*WHAT YOU SHOULD DO*.
Retrieve all lines below that have the string "order".

*Dataset records*.

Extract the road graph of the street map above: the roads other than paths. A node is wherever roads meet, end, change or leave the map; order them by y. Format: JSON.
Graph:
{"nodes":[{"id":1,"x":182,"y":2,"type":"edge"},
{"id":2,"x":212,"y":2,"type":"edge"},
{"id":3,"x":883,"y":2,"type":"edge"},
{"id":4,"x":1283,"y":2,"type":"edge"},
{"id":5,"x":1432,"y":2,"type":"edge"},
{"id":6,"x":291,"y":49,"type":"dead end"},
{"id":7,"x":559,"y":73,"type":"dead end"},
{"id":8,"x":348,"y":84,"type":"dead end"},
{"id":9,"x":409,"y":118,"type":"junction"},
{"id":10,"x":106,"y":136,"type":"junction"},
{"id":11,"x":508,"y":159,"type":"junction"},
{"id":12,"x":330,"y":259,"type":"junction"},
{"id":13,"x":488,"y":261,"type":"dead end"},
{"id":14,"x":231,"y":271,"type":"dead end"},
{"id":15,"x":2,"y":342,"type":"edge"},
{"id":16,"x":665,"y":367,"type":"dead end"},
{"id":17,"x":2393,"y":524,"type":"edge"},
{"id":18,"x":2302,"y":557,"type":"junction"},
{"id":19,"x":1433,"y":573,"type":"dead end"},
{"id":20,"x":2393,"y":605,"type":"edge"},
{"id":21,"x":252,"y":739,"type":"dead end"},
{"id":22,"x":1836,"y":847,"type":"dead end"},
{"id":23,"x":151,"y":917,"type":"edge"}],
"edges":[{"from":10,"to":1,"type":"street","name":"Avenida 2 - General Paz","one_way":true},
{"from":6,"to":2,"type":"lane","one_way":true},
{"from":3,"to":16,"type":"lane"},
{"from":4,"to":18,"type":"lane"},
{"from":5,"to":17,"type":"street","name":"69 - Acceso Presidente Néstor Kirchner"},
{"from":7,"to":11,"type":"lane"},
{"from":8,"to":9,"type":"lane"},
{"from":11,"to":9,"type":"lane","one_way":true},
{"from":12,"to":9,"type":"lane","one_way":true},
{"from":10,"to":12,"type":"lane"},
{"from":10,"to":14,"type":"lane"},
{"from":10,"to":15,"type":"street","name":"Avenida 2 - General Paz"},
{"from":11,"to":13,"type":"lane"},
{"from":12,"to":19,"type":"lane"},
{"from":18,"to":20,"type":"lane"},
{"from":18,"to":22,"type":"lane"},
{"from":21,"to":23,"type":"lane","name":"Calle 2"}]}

==

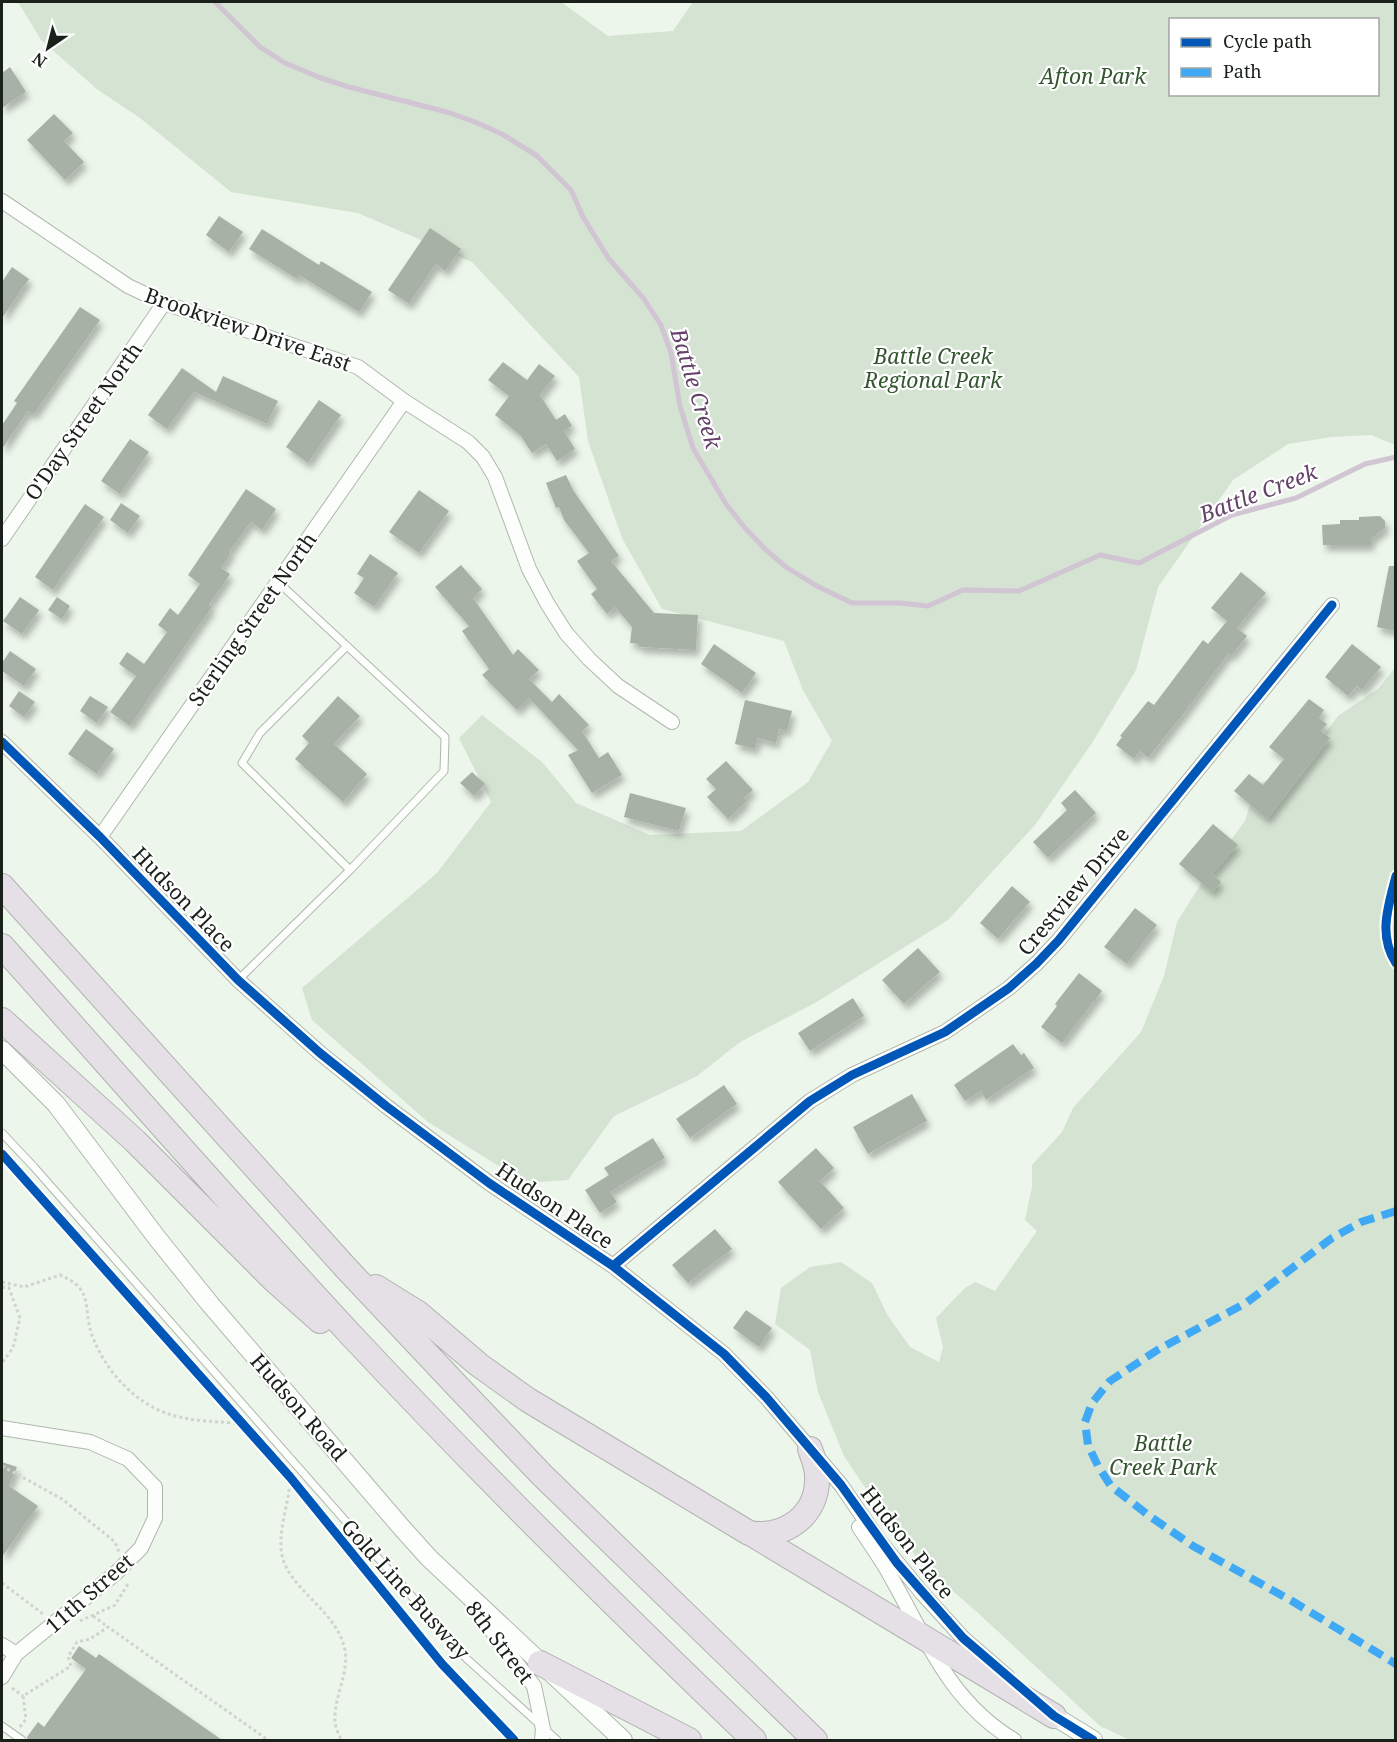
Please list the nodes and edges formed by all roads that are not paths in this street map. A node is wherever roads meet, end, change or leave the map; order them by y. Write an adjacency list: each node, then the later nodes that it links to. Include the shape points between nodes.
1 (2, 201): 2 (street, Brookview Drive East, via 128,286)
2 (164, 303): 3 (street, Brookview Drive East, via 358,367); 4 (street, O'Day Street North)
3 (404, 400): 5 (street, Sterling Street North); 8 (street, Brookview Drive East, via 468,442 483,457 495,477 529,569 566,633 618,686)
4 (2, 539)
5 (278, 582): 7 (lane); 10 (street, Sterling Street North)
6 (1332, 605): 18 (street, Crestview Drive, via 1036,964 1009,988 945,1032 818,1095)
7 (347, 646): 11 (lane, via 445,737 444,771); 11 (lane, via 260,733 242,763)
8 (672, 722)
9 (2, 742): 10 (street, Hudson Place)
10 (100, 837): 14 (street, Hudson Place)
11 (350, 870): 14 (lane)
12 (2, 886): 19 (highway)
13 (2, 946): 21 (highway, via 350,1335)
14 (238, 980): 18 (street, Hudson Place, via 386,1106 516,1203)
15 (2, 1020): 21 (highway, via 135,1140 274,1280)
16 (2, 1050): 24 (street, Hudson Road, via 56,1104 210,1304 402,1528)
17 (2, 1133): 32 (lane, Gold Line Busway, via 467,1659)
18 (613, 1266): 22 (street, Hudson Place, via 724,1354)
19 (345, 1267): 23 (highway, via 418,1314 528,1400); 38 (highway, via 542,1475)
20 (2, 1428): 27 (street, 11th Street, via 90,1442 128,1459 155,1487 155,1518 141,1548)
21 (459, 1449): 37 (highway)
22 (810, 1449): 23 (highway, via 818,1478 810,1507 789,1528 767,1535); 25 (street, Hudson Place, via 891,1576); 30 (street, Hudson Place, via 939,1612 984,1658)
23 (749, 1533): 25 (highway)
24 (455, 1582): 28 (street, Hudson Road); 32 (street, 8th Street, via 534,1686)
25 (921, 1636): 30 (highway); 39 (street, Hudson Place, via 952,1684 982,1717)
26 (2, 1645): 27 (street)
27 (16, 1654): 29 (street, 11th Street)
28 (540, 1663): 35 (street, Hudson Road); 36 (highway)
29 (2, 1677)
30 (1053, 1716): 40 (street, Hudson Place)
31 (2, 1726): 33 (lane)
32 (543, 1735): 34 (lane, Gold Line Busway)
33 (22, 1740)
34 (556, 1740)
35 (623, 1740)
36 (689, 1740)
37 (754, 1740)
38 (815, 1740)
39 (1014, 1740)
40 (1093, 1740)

*EXPECTED ANSWER*.
Extract the road graph of the street map above: the roads other than paths. A node is wherever roads meet, end, change or leave the map; order them by y. Format: JSON.
Please list the nodes and edges formed by all roads that are not paths in this street map. A node is wherever roads meet, end, change or leave the map; order them by y. Write an adjacency list: each node, then the later nodes that it links to. Include the shape points between nodes.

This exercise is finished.